Arms and ammunition flows as a variable to predict the type, likelihood, intensity, duration, or emergence of armed conflict is not a novel idea. The monitoring of licit and illicit international arms transfers has been used to identify trends and patterns, estimate causal effects, make inferences, test theories, or explain outcomes related to conflict. Calculations of ammunition needs and use during times of war are also notably different when compared to times of peace, and therefore ammunition acquisitions and flows could give a more accurate real-time picture of what is to come.

Trends and challenges in using arms flows data for EWER

Despite the existence of various sources of information and data on arms and ammunition flows (see figure 1), global EWER systems like The Early Warning Project, Violence Early Warning System, CrisisWatch, Conflict Forecast, and ACLED’s Conflict Alert System have not systematically included such information to inform their analysis or predictions. A selection of sources gathering and processing arms flows data, as identified through a wider mapping conducted by UNIDIR, is summarized in the table below.[i] The findings of UNIDIR’s mapping can help us to learn why this gap in conflict EWER systems exists, and what the international community can learn.

Figure 1: Indicative sources of arms and ammunition flows information[ii]
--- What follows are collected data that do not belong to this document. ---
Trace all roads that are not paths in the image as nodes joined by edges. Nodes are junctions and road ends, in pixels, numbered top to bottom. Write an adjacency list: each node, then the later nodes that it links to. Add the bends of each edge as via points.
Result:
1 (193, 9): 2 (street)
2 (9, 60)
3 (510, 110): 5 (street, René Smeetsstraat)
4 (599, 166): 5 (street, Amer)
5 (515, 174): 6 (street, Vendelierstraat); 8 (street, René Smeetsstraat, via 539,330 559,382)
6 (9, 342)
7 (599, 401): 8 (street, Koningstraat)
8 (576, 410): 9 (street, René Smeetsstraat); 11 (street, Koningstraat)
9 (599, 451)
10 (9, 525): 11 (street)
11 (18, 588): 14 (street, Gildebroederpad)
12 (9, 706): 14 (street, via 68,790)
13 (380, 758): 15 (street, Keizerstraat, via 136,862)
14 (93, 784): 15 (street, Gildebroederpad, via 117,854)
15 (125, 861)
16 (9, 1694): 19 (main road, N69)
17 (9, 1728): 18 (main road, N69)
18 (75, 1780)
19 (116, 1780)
The use of arms flows data in EWER systems is influenced by the accessibility of datasets. Most of the mapped data repositories in figure 1 make data publicly available for licit transfers, whereas those providing more comprehensive illicit transfer data are available only for States or subscription based. The frequency of releasing data and the time lag between collection, reporting, and sharing data for these arms flow data sources varies, which also influences their utility for EWER systems. The majority of the analyzed data sources release their reports or data either annually or on an ad hoc basis.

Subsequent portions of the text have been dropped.